Interestingly, I look an age now when people do not believe I can do the strenuous garden work that I claim to. The last person asked me if I was going to bring someone else in to help obviously thinking I was not up to the job. After I have felled the first couple of trees and strimmed a 50 yard length of rough ground they go silent.

I was reading about the shocking number of identity thefts that are going on with the British public. In 2016, 173,000 frauds were recorded. Identity fraud now accounts for more than half of all fraud. The first time you know anything is wrong is when you receive a credit card statement for goods that you did not order. Apparently all the fraudsters need is your name, address and date of birth. There is a downside to all technology and contactless cards are very convenient except if you lose them. A person can go on a spending spree even after you cancel the card  so I suppose if you want to be ultra-cautious you can ask for a credit card without the contactless facility. I don’t think they do this any more for debit cards.

I went to see a garden in Peasedown where someone wanted me to take down a very tall Yew hedge. When I spoke to him on the phone I noticed that he was wheezing and I wondered why perhaps it was a lung disease from having been a miner. Anyway, I arrived and gave him a quote for the job but afterwards I realise that I’m allergic to the very fine dust that this bush gives out. The poison is called Taxine. it has a list of symptoms as long as your arm. Breathing difficulty and variations in heartbeat are only two of a dozen. I do not have the requisite breathing apparatus so I must turn down the job regrettably. I don’t know whether I’ve got the heart to tell in that his own breathing difficulties because he breathes in the poison through the window.

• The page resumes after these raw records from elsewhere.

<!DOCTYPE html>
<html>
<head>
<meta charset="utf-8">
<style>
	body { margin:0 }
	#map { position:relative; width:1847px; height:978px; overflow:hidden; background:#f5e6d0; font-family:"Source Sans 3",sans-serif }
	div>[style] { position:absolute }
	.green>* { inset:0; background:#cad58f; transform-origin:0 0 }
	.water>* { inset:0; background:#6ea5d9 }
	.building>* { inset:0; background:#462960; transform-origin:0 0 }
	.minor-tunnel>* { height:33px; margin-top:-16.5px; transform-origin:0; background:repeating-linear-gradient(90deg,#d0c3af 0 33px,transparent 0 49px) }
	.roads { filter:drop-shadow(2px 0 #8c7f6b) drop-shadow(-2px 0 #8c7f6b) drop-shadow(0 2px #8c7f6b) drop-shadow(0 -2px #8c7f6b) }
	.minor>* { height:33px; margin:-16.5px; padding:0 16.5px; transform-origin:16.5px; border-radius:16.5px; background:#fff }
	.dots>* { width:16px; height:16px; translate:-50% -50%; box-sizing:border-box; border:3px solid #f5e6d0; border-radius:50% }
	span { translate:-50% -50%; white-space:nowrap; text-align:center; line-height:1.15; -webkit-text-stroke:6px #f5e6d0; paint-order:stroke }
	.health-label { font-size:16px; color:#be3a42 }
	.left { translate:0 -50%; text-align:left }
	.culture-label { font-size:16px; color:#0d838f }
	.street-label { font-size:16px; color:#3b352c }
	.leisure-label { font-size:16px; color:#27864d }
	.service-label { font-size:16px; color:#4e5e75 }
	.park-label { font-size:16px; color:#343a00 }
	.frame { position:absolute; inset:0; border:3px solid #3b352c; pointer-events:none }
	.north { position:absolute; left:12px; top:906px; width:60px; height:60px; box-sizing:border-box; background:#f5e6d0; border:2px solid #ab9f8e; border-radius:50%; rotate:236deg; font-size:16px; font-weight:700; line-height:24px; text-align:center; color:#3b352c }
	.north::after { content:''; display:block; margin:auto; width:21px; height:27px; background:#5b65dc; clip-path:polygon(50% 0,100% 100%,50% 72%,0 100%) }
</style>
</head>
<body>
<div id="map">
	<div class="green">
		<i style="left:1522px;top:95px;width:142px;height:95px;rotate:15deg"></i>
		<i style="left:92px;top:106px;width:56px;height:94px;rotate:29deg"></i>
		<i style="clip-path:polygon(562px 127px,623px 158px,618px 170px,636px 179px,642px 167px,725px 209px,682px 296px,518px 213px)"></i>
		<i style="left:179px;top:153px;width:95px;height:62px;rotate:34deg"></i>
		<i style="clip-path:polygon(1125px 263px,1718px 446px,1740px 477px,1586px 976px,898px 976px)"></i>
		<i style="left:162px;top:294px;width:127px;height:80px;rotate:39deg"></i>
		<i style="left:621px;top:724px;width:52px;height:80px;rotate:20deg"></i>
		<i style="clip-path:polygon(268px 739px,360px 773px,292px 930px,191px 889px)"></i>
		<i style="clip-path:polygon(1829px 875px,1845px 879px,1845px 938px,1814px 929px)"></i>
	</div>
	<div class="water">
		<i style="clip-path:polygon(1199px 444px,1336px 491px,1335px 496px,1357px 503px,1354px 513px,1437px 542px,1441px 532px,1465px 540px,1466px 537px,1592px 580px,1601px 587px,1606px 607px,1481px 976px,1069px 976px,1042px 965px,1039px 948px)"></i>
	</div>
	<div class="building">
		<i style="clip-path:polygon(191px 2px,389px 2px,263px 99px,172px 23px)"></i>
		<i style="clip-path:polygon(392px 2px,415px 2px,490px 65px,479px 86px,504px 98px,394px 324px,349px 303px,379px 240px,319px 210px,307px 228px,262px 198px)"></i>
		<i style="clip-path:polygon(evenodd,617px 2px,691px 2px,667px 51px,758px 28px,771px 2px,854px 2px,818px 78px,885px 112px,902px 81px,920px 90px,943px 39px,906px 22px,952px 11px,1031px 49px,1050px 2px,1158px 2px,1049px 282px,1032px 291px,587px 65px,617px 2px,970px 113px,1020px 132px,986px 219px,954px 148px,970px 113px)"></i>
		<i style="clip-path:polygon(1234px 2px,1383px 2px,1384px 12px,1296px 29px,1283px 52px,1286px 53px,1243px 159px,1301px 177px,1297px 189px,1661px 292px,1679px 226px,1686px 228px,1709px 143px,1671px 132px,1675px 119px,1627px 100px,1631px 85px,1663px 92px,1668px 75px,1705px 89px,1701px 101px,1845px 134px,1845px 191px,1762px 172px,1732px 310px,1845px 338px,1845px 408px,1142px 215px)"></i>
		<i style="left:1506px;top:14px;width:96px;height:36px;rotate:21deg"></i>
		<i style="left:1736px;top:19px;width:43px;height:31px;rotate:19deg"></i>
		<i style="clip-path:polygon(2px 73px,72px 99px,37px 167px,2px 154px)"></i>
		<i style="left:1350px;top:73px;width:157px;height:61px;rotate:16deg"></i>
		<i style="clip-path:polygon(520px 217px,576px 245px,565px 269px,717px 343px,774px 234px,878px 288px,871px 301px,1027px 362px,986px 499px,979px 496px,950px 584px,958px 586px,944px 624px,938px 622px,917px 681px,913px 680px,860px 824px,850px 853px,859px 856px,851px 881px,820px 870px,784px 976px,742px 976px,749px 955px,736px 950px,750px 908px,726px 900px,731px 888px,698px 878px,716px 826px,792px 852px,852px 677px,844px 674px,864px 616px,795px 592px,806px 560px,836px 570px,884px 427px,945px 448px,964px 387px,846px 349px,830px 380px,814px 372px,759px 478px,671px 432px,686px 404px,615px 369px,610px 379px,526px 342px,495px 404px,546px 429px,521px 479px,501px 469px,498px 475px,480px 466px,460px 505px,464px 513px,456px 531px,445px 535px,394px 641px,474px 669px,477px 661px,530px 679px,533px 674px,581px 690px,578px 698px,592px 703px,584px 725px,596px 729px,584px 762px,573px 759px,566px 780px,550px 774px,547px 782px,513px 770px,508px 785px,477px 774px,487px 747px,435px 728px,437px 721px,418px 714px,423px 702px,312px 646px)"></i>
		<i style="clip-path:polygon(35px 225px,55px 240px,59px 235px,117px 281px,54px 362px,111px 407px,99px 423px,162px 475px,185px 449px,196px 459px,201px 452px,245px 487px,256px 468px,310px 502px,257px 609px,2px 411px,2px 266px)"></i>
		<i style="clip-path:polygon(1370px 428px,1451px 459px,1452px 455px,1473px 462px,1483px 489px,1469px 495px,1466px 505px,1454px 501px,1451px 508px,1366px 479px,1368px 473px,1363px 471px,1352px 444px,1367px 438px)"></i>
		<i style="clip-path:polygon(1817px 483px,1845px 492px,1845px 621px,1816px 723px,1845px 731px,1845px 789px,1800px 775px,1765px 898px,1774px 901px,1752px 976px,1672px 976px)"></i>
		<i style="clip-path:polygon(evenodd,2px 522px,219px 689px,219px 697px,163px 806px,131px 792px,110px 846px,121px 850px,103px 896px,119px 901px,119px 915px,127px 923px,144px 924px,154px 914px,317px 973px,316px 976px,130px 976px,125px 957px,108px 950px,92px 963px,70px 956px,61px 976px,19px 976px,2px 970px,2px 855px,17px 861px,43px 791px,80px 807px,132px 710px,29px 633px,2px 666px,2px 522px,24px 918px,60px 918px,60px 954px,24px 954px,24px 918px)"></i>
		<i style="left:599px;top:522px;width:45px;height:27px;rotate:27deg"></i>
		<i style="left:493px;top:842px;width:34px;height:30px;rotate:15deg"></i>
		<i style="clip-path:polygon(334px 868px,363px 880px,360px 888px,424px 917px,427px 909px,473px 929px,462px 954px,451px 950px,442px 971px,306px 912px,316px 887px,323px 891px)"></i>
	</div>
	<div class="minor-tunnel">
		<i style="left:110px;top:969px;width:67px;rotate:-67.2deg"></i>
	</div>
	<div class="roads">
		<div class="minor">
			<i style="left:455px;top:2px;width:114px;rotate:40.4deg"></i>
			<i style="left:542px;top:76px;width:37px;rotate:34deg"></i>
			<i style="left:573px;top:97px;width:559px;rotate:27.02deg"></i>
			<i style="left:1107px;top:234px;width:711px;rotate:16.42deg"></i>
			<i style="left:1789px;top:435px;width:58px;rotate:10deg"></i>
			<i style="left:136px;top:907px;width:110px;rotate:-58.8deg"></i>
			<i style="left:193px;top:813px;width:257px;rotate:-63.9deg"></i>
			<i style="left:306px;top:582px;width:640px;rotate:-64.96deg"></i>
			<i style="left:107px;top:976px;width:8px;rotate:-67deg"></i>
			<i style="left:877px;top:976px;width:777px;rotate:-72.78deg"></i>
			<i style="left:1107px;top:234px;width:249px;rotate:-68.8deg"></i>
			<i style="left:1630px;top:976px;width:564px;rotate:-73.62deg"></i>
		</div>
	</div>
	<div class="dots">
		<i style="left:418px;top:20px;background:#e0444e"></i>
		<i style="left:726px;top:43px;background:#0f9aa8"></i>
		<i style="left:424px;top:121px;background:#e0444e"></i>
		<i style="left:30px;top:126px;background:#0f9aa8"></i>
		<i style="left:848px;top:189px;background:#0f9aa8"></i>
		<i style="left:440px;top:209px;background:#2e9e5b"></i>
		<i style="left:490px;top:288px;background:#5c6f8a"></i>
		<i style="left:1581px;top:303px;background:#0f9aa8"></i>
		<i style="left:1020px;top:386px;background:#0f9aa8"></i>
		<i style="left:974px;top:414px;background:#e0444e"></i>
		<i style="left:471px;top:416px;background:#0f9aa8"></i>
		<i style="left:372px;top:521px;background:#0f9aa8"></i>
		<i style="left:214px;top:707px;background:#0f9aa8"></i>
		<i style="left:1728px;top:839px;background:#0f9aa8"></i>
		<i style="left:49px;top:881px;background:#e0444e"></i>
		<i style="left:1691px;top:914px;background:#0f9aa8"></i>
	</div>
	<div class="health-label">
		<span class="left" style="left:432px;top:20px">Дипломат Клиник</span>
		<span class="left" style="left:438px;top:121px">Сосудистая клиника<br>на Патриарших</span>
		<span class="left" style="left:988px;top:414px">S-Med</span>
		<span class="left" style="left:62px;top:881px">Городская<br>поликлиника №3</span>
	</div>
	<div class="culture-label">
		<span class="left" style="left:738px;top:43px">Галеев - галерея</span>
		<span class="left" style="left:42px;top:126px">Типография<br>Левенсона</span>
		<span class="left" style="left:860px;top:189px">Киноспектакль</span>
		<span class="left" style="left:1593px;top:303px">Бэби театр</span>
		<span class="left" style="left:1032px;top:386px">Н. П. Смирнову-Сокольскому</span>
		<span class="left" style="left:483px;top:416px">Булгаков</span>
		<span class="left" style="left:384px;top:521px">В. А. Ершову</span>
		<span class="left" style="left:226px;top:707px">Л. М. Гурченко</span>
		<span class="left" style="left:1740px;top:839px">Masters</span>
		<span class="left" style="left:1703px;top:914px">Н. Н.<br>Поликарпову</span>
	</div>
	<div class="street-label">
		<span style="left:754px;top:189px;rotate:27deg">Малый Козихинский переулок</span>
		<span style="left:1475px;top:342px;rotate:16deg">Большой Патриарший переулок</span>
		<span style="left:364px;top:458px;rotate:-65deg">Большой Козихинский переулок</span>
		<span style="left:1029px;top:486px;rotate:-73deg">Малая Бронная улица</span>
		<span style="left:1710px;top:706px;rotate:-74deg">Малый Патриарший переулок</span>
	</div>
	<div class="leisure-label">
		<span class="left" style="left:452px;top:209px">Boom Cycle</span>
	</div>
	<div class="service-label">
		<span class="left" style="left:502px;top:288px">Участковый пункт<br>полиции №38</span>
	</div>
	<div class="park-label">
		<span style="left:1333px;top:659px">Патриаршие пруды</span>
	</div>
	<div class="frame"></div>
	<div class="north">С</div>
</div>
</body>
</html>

On Saturday we have guests, and Francoise uses the opportunity to clean the whole house, not just a casual clean but of the clean of everything that might contain does contain all will contain bacteria and diverting any form. I’m actually teasing her a bit because when guests come there is a tendency, deep-seated I’m sure, to clean the house and make very nice food more splendid than we would normally eat. The theme for the meal on Saturday evening will be “things we have grown on our allotment”.

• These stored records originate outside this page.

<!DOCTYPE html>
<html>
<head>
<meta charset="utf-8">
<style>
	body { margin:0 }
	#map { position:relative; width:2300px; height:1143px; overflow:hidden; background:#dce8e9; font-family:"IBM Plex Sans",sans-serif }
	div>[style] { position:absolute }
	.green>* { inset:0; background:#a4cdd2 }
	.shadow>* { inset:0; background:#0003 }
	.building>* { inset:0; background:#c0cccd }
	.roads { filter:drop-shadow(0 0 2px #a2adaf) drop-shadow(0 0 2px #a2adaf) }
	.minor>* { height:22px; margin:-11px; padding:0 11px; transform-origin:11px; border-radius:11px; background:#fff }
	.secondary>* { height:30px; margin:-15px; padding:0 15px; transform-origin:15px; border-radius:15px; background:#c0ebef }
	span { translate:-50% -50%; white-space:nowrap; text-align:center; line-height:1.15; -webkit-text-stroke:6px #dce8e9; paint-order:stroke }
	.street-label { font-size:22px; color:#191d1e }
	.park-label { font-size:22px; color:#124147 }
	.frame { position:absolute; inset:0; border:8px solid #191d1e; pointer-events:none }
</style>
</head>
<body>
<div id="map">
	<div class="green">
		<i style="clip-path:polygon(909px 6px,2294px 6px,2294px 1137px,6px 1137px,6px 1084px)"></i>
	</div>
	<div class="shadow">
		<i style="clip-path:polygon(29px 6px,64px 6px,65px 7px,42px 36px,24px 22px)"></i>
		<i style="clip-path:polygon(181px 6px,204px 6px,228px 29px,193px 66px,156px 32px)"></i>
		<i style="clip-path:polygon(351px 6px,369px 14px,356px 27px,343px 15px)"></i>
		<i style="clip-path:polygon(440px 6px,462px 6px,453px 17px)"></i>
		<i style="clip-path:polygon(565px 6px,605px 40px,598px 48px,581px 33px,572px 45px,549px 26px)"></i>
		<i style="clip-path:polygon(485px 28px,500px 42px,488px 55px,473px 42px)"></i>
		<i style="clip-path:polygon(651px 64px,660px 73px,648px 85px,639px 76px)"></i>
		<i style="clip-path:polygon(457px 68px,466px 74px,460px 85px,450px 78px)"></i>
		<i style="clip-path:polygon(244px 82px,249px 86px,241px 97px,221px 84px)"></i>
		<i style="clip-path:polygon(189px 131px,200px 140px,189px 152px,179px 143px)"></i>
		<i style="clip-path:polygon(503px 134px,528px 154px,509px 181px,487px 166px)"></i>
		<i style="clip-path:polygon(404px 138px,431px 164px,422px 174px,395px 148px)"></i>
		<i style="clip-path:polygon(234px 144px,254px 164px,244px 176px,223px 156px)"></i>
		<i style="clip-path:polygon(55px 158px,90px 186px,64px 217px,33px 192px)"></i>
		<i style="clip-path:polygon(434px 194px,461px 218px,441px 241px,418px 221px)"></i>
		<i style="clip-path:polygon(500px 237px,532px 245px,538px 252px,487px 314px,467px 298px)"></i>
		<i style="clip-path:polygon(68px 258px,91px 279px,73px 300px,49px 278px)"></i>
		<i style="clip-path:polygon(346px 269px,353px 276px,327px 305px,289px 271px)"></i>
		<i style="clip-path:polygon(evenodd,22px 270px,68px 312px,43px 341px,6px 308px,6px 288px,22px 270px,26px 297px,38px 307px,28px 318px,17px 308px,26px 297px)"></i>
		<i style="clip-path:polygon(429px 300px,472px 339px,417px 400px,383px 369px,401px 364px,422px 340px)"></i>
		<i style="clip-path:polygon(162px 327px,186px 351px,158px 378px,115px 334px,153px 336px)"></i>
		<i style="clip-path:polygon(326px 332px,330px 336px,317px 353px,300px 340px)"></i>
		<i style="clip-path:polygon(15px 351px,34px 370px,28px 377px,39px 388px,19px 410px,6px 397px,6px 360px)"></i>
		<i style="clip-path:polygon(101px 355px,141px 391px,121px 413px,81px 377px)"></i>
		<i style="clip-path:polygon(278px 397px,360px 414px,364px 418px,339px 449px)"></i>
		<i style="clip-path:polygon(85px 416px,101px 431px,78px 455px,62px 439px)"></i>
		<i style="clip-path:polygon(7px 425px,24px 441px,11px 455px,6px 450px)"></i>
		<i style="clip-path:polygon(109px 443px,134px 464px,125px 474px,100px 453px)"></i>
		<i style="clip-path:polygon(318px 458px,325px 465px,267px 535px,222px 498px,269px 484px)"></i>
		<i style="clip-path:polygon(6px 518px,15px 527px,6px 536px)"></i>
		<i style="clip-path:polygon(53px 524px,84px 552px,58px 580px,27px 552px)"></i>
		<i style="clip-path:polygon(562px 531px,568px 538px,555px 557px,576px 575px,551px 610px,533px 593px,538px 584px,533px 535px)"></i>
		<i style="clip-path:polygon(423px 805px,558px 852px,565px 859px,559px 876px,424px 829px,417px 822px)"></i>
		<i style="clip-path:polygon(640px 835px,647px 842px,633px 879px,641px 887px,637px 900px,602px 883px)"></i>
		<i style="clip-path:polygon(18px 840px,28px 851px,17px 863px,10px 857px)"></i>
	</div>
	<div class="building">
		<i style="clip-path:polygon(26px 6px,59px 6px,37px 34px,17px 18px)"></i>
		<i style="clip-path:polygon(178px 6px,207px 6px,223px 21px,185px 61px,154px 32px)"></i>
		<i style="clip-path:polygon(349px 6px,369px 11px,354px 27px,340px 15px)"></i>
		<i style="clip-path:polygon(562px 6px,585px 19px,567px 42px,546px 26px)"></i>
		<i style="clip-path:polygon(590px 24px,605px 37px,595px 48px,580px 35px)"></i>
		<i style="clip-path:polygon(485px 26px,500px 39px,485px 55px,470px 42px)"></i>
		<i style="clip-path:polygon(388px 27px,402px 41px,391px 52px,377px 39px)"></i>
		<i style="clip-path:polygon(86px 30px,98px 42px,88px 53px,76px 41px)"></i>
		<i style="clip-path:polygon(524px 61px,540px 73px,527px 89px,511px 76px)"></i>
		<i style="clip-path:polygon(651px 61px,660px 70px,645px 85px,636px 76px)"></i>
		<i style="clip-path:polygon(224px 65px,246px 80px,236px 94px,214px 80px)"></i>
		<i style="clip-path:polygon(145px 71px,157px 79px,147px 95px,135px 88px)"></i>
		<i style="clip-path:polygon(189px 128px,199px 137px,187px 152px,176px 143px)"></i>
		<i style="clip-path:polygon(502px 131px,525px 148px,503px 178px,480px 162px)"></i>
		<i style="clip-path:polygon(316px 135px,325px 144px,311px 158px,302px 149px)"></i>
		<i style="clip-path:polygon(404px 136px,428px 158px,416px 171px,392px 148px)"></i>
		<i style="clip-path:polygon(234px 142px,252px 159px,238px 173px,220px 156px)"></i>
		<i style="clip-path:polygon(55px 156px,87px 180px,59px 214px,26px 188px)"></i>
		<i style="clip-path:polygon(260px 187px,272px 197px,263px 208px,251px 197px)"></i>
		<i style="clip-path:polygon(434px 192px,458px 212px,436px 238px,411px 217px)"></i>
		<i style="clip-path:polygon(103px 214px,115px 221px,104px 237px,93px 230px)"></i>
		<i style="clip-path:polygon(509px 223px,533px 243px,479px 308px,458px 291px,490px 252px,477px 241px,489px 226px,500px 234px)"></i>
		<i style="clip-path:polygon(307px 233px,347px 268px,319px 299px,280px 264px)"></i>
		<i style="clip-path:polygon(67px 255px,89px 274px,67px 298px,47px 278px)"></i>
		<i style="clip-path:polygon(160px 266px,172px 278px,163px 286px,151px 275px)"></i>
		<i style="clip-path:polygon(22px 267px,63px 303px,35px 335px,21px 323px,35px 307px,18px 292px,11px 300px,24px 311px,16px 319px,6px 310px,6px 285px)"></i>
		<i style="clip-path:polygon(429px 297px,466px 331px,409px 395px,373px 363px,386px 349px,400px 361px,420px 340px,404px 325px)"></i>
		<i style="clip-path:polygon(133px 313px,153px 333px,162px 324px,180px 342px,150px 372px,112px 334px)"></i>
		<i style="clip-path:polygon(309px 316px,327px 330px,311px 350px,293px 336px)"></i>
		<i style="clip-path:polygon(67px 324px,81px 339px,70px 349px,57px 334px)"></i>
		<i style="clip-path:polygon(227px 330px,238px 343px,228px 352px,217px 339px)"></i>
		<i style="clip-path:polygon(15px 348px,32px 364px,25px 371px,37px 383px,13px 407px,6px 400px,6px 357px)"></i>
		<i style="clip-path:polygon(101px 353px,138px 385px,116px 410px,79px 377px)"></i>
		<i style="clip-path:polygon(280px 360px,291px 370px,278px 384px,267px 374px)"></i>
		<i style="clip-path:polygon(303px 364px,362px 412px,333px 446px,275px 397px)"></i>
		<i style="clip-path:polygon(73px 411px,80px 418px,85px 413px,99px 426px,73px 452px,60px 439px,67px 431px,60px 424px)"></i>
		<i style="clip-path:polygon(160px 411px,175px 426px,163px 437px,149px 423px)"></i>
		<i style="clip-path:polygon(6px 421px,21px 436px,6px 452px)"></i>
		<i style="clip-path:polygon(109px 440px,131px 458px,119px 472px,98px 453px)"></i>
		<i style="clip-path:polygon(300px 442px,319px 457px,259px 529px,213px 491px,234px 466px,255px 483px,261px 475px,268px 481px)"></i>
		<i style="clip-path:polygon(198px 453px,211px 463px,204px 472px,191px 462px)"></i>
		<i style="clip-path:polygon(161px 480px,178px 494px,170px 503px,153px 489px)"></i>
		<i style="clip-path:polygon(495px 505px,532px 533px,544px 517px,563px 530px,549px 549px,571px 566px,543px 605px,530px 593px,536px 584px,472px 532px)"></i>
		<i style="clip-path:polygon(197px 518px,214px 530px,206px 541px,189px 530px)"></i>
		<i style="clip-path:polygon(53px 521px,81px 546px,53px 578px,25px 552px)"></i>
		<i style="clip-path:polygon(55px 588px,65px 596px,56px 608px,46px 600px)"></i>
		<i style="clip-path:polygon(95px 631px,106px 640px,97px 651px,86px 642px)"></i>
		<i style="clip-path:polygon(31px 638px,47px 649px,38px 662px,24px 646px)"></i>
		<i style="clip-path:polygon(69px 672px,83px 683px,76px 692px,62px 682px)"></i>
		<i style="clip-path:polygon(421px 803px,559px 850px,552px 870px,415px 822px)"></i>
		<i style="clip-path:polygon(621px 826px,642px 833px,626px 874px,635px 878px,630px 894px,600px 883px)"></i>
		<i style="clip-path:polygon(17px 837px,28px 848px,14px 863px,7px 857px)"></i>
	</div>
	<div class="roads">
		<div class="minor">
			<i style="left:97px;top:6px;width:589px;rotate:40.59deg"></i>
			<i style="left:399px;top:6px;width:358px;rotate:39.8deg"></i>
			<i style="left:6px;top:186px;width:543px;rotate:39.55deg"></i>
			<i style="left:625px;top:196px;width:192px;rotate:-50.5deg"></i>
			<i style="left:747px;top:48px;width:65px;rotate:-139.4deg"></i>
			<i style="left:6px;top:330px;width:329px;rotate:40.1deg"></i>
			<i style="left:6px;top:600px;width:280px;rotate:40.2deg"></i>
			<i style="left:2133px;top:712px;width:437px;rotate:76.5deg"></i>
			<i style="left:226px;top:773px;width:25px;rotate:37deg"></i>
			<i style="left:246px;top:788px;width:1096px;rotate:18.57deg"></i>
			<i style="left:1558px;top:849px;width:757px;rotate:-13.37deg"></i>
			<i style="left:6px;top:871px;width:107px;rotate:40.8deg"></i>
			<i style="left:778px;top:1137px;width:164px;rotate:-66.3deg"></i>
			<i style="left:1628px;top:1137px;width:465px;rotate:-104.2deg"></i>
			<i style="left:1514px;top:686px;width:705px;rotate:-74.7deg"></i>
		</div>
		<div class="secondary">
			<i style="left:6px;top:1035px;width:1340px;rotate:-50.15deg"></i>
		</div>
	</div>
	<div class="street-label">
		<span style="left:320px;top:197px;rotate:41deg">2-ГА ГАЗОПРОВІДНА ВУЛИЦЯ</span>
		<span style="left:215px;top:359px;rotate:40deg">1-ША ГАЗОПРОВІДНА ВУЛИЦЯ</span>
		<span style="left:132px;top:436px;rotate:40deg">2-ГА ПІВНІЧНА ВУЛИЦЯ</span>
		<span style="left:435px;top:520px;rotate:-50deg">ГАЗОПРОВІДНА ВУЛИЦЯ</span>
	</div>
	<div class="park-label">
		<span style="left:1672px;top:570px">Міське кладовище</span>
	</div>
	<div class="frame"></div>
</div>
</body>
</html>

I read in the New York Times today “in what may be the largest so far in a lawsuit tying a ovarian cancer to talcum powder, a Los Angeles jury on Monday ordered Johnson and Johnson to pay $417 million in damages to a medical receptionist who developed ovarian cancer after using the company’s trademark Johnson is Baby Powder on her perineum for decades.

Eva Echeverria, 63, of East Los Angeles is one of thousands of women who have sued the consumer products giant Johnson & Johnson claiming baby powder caused their disease, pointing to studies linking talc to cancer that date to 1971, when scientists in Wales discovered particles of talc embedded in ovarian and cervical tumors”

This is just a reminder of the incredible consciencelessness of the pharmaceutical and chemical companies who sell things to people and making great claims without actually testing them. It means that the public act as guinea pigs for any new offering which has been on the market for say less than five years. You can dig around the alternative media but have a look at the so-called vaccine Gardasil given to girls aged 9 for conditions they do not have, but just might have in the future. For goodness sake the body has an immune system which given half a chance will do its stuff. Why interfere with it for profit (well, there is your answer I guess).  If you type into Google “vaccine dangers” you will get a return of 576,000 results.

I have finally finished my talk having had it twirling around my head for a week or so. It was actually very easy to finish because all the points simply needed to be juxtaposed and placed in the right order. It contains my usual anarchistic breed of humour which I hope the doctors and staff attending will find a relief from discussing aspects of trauma. I believe in finishing talks at least a week before you have to give it so that it can settle itself and when you give it it sounds like you are familiar with the subject. Lack of preparation is an insult to the people who are listening because it means you don’t respect them enough to bother.